_WORK TO BE COMPLETED_
Transcribe the records in their entirety, exactly as given.

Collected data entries
————————

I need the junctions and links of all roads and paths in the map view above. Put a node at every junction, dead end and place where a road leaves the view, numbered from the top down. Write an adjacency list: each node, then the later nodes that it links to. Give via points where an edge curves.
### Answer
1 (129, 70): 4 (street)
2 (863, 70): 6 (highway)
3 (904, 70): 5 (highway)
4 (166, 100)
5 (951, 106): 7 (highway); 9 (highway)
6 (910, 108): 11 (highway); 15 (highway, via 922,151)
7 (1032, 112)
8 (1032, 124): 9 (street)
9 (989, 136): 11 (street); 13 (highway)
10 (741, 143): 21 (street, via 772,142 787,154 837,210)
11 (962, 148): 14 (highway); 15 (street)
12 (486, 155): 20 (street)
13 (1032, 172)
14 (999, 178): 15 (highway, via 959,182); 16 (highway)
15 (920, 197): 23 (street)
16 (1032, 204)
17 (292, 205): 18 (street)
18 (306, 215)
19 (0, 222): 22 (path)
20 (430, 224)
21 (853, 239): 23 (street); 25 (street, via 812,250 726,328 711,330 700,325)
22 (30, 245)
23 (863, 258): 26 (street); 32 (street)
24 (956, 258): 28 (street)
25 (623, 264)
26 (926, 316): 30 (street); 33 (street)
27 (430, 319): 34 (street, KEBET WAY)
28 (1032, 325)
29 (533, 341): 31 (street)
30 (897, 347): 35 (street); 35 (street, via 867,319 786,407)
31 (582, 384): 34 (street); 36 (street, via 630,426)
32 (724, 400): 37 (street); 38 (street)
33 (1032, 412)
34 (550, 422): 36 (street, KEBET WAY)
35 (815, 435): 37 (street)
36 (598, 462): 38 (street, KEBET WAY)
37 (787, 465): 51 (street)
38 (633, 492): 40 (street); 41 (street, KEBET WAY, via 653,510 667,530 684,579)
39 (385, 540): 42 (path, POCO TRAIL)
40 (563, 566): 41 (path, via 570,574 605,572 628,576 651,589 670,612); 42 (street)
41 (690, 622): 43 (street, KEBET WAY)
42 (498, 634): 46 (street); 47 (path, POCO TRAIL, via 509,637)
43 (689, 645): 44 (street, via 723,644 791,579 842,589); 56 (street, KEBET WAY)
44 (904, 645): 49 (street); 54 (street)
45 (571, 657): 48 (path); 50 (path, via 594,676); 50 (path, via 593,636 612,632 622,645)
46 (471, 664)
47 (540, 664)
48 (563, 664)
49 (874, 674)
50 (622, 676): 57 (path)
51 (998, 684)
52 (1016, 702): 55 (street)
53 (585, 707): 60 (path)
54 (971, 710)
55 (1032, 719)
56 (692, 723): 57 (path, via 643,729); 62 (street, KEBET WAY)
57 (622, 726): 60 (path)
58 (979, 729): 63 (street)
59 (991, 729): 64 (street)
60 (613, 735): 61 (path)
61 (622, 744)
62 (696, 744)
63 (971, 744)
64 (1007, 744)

————————

_THE ANSWER_
I need the junctions and links of all roads and paths in the map view above. Put a node at every junction, dead end and place where a road leaves the view, numbered from the top down. Write an adjacency list: each node, then the later nodes that it links to. Give via points where an edge curves.
### Answer
1 (129, 70): 4 (street)
2 (863, 70): 6 (highway)
3 (904, 70): 5 (highway)
4 (166, 100)
5 (951, 106): 7 (highway); 9 (highway)
6 (910, 108): 11 (highway); 15 (highway, via 922,151)
7 (1032, 112)
8 (1032, 124): 9 (street)
9 (989, 136): 11 (street); 13 (highway)
10 (741, 143): 21 (street, via 772,142 787,154 837,210)
11 (962, 148): 14 (highway); 15 (street)
12 (486, 155): 20 (street)
13 (1032, 172)
14 (999, 178): 15 (highway, via 959,182); 16 (highway)
15 (920, 197): 23 (street)
16 (1032, 204)
17 (292, 205): 18 (street)
18 (306, 215)
19 (0, 222): 22 (path)
20 (430, 224)
21 (853, 239): 23 (street); 25 (street, via 812,250 726,328 711,330 700,325)
22 (30, 245)
23 (863, 258): 26 (street); 32 (street)
24 (956, 258): 28 (street)
25 (623, 264)
26 (926, 316): 30 (street); 33 (street)
27 (430, 319): 34 (street, KEBET WAY)
28 (1032, 325)
29 (533, 341): 31 (street)
30 (897, 347): 35 (street); 35 (street, via 867,319 786,407)
31 (582, 384): 34 (street); 36 (street, via 630,426)
32 (724, 400): 37 (street); 38 (street)
33 (1032, 412)
34 (550, 422): 36 (street, KEBET WAY)
35 (815, 435): 37 (street)
36 (598, 462): 38 (street, KEBET WAY)
37 (787, 465): 51 (street)
38 (633, 492): 40 (street); 41 (street, KEBET WAY, via 653,510 667,530 684,579)
39 (385, 540): 42 (path, POCO TRAIL)
40 (563, 566): 41 (path, via 570,574 605,572 628,576 651,589 670,612); 42 (street)
41 (690, 622): 43 (street, KEBET WAY)
42 (498, 634): 46 (street); 47 (path, POCO TRAIL, via 509,637)
43 (689, 645): 44 (street, via 723,644 791,579 842,589); 56 (street, KEBET WAY)
44 (904, 645): 49 (street); 54 (street)
45 (571, 657): 48 (path); 50 (path, via 594,676); 50 (path, via 593,636 612,632 622,645)
46 (471, 664)
47 (540, 664)
48 (563, 664)
49 (874, 674)
50 (622, 676): 57 (path)
51 (998, 684)
52 (1016, 702): 55 (street)
53 (585, 707): 60 (path)
54 (971, 710)
55 (1032, 719)
56 (692, 723): 57 (path, via 643,729); 62 (street, KEBET WAY)
57 (622, 726): 60 (path)
58 (979, 729): 63 (street)
59 (991, 729): 64 (street)
60 (613, 735): 61 (path)
61 (622, 744)
62 (696, 744)
63 (971, 744)
64 (1007, 744)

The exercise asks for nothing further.